Additive manufacturing (AM) has emerged as a transformative technology in biomedical engineering, particularly in fabricating bioceramic materials. This thesis explores the application of AM techniques in the fabrication of calcium phosphate-based bioceramics, focusing on their potential in regenerative medicine and orthopedic implant manufacturing. The introduction provides an overview of the significance of AM in biomedical engineering, emphasizing the advantages it offers over traditional manufacturing methods. It highlights the precise control enabled by AM techniques in fabricating patient-specific structures and incorporating bioactive molecules, enhancing the regenerative potential of implants. The subsequent chapters delve into the principles, techniques, and applications of AM in calcium phosphate-based bioceramics. Chapter one discusses the fundamentals of AM technology, providing insights into its evolution and impact on bioengineering.
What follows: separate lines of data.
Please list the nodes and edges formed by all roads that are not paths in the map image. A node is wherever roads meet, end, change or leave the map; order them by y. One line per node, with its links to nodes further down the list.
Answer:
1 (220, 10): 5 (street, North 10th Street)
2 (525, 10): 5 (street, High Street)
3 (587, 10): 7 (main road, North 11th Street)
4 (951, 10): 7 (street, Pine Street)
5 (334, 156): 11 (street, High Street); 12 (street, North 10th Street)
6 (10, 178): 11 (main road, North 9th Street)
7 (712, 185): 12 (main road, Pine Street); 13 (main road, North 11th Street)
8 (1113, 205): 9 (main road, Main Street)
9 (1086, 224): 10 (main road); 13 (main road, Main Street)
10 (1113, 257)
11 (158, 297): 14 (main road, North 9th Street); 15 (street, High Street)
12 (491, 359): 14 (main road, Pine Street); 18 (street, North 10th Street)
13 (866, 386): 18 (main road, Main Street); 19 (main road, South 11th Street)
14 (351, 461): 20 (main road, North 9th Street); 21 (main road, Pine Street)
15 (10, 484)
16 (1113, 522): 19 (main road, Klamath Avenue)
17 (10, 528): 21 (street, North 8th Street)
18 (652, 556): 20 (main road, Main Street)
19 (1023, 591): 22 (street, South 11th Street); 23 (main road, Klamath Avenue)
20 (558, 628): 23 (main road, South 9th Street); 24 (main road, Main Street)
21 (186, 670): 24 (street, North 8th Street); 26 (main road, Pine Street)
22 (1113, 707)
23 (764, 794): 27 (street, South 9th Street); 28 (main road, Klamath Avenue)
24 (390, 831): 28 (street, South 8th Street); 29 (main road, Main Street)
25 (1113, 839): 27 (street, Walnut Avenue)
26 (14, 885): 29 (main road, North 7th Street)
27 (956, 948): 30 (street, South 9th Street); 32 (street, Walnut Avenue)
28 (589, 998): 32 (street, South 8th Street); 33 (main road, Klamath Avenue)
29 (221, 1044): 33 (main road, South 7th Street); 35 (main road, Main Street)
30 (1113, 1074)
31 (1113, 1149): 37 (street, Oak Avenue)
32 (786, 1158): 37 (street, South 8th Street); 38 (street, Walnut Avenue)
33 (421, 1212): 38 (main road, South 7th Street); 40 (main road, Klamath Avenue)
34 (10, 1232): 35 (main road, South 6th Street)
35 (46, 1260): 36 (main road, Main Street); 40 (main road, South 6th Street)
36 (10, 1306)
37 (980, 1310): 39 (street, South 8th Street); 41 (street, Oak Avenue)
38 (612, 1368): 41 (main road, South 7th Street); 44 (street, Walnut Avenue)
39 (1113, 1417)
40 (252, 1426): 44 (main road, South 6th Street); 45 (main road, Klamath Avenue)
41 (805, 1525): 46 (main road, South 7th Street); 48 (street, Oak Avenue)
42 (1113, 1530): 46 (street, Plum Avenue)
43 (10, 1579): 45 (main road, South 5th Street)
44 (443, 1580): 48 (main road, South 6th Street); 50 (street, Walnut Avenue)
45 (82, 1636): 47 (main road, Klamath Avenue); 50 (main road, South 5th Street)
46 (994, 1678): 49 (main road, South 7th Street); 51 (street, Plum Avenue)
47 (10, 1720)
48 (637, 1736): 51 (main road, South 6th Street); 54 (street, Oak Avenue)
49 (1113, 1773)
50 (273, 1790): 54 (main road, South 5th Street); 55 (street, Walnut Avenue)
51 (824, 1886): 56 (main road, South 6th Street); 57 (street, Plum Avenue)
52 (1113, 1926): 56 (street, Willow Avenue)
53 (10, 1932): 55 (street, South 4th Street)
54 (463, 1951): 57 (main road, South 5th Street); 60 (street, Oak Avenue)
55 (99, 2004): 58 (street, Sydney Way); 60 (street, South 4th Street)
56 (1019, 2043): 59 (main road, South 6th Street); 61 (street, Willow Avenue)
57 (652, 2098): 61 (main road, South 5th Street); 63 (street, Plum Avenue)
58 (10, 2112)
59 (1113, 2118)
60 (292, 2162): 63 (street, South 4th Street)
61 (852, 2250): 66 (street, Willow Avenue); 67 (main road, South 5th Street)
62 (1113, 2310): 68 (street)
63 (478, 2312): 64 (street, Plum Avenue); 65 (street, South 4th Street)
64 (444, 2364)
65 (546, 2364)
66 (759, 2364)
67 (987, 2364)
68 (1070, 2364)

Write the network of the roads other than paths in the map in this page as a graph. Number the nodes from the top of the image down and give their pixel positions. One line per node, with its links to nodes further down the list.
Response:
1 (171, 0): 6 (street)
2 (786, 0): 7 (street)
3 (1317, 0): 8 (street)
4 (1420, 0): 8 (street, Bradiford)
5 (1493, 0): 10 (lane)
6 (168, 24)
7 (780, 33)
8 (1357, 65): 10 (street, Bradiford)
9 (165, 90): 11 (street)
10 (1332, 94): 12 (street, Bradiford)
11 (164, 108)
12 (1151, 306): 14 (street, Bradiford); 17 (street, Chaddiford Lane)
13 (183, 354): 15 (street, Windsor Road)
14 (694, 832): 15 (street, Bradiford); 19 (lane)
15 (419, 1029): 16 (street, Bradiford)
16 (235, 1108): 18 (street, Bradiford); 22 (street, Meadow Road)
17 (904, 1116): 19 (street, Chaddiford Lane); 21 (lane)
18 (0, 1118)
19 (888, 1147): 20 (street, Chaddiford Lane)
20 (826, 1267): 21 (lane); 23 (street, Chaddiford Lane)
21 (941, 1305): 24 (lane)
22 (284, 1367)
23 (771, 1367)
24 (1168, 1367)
Chapter two explores the historical evolution, complex structure, and clinical applications of calcium phosphate bioceramics, with a focus on hydroxyapatite. Chapter three focuses on the analysis of the most significant biomedical studies on the use of calcium-based bioceramics, both in vivo and in vitro. The results of these studies are presented, and possible future directions for the development and application of these bioceramics are discussed in the field of bioengineering. The thesis concludes by discussing the potential of AM in advancing personalized healthcare and addressing the demand for innovative solutions in bone repair and regeneration. It underscores the interdisciplinary nature of research in this field and the transformative impact AM could have on biomaterials science and biomedical device development.